● ASSIGNMENT
Leave out the pictures and copy the remaining records exactly.

● Entries taken from a collection
----------------------------------------

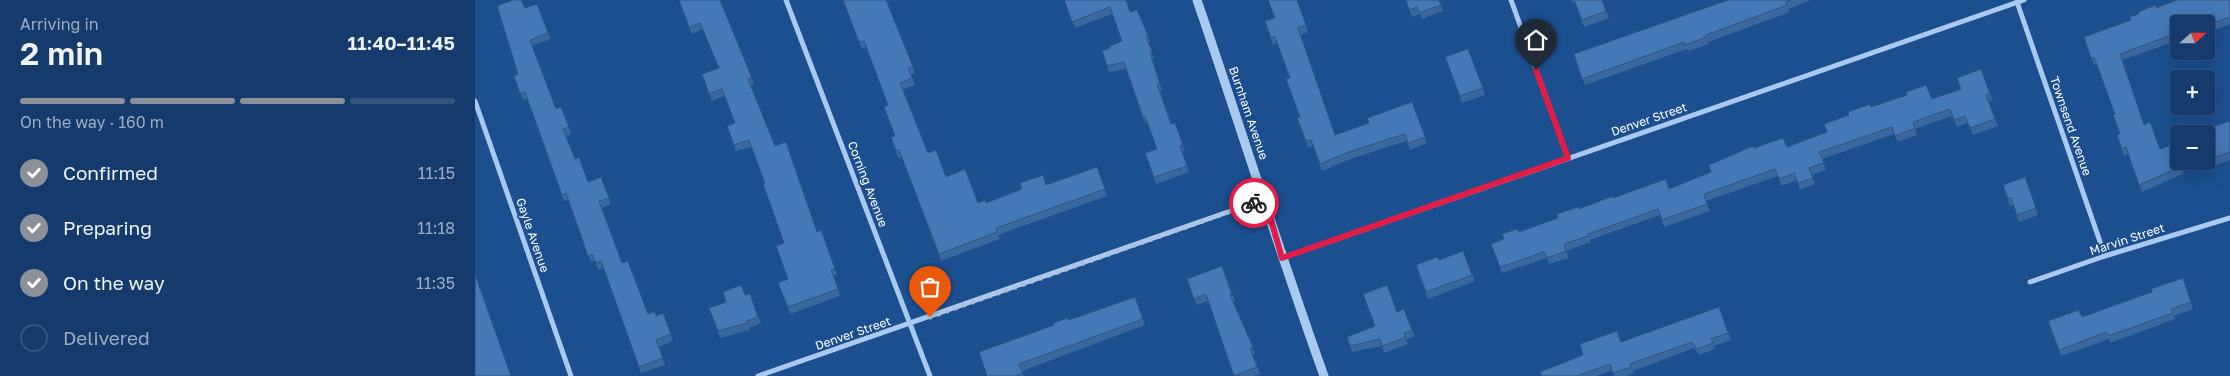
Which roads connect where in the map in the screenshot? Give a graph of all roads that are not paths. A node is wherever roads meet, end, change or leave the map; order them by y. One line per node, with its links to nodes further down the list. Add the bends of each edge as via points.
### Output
1 (786, 0): 13 (street, Corning Avenue)
2 (1197, 0): 8 (street, Burnham Avenue)
3 (1511, 0): 7 (street)
4 (2024, 0): 5 (street, Denver Street)
5 (2017, 2): 7 (street, Denver Street); 10 (street, Townsend Avenue)
6 (475, 101): 14 (street, Gayle Avenue)
7 (1568, 158): 11 (street, Denver Street)
8 (1265, 199): 11 (street, Burnham Avenue); 13 (street, Denver Street)
9 (2230, 218): 10 (street, Marvin Street)
10 (2105, 256): 12 (street, Marvin Street)
11 (1282, 258): 17 (street, Burnham Avenue)
12 (2031, 282)
13 (912, 324): 15 (street, Denver Street); 16 (street, Corning Avenue)
14 (571, 376)
15 (758, 376)
16 (930, 376)
17 (1324, 376)

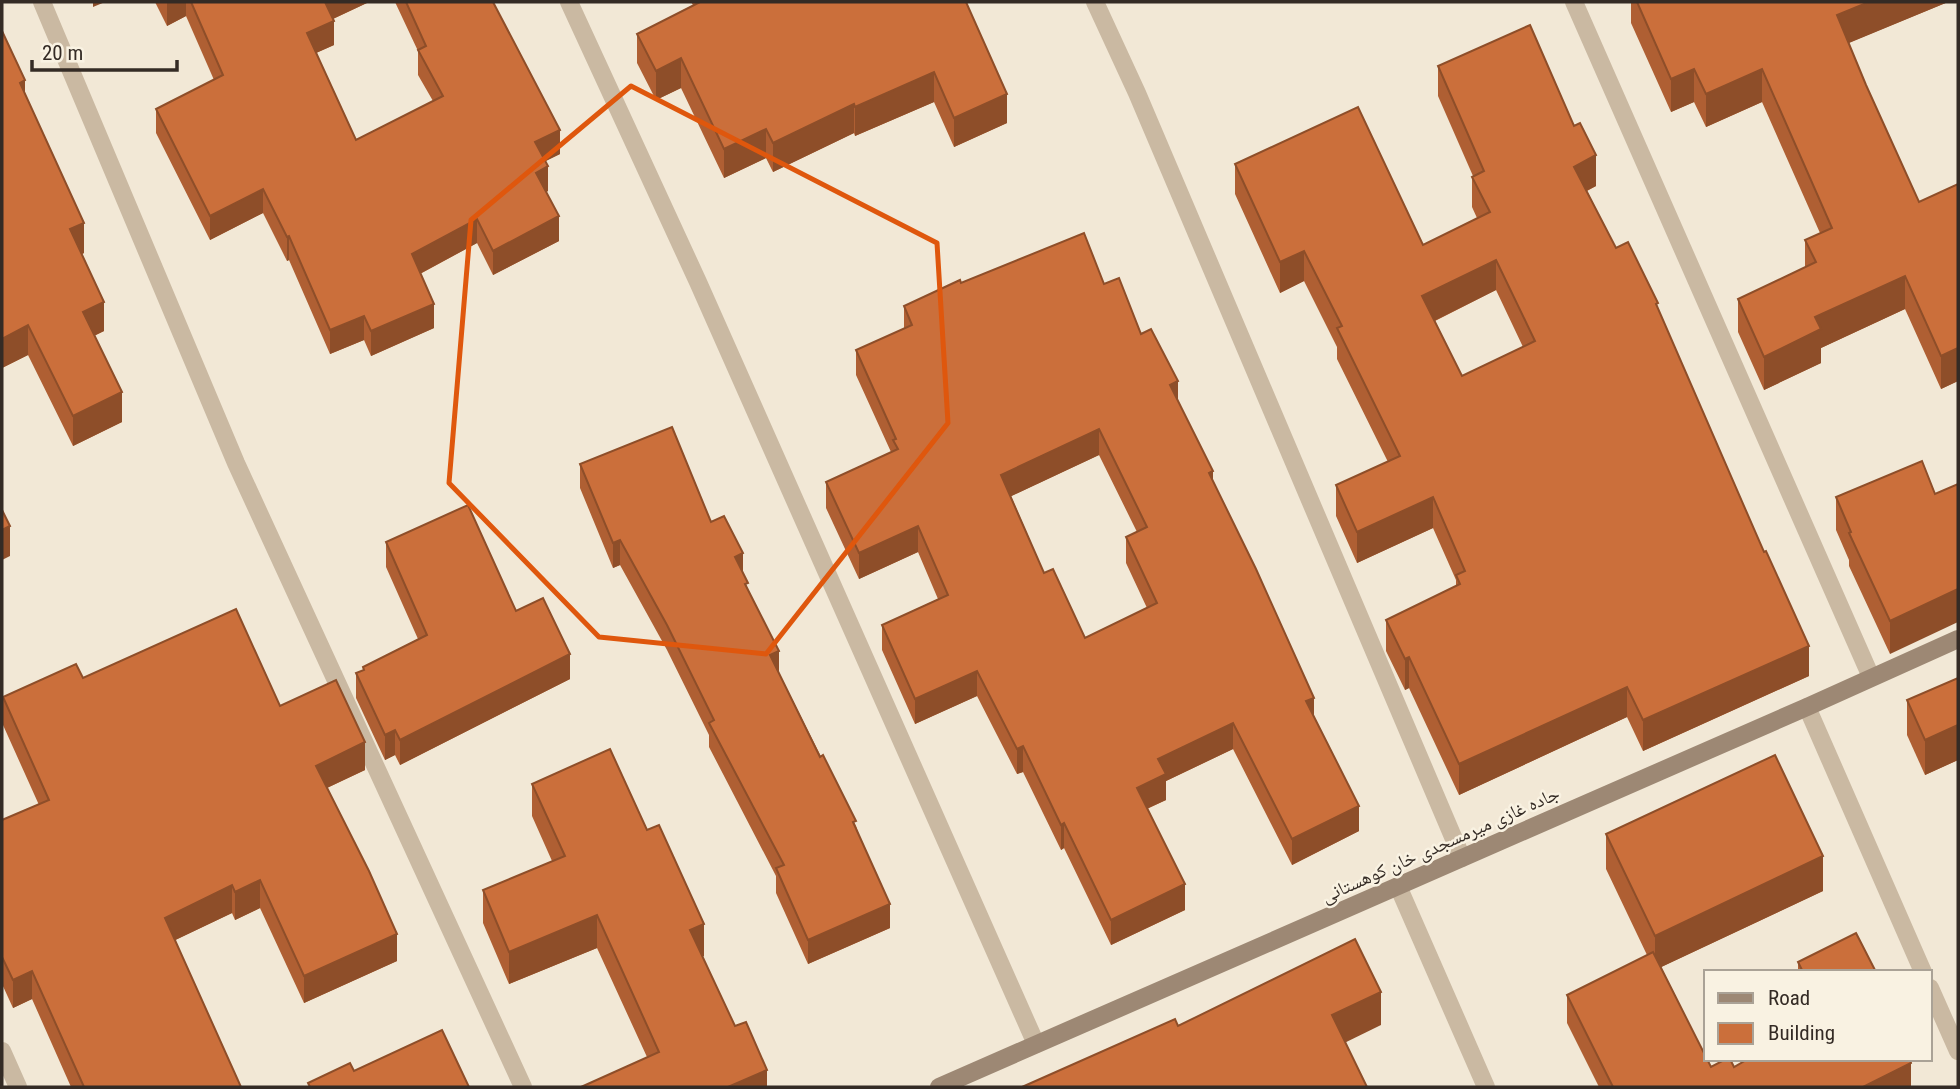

----------------------------------------

● REPLY
Which roads connect where in the map in the screenshot? Give a graph of all roads that are not paths. A node is wherever roads meet, end, change or leave the map; order them by y. One line per node, with its links to nodes further down the list. Add the bends of each edge as via points.
### Output
1 (786, 0): 13 (street, Corning Avenue)
2 (1197, 0): 8 (street, Burnham Avenue)
3 (1511, 0): 7 (street)
4 (2024, 0): 5 (street, Denver Street)
5 (2017, 2): 7 (street, Denver Street); 10 (street, Townsend Avenue)
6 (475, 101): 14 (street, Gayle Avenue)
7 (1568, 158): 11 (street, Denver Street)
8 (1265, 199): 11 (street, Burnham Avenue); 13 (street, Denver Street)
9 (2230, 218): 10 (street, Marvin Street)
10 (2105, 256): 12 (street, Marvin Street)
11 (1282, 258): 17 (street, Burnham Avenue)
12 (2031, 282)
13 (912, 324): 15 (street, Denver Street); 16 (street, Corning Avenue)
14 (571, 376)
15 (758, 376)
16 (930, 376)
17 (1324, 376)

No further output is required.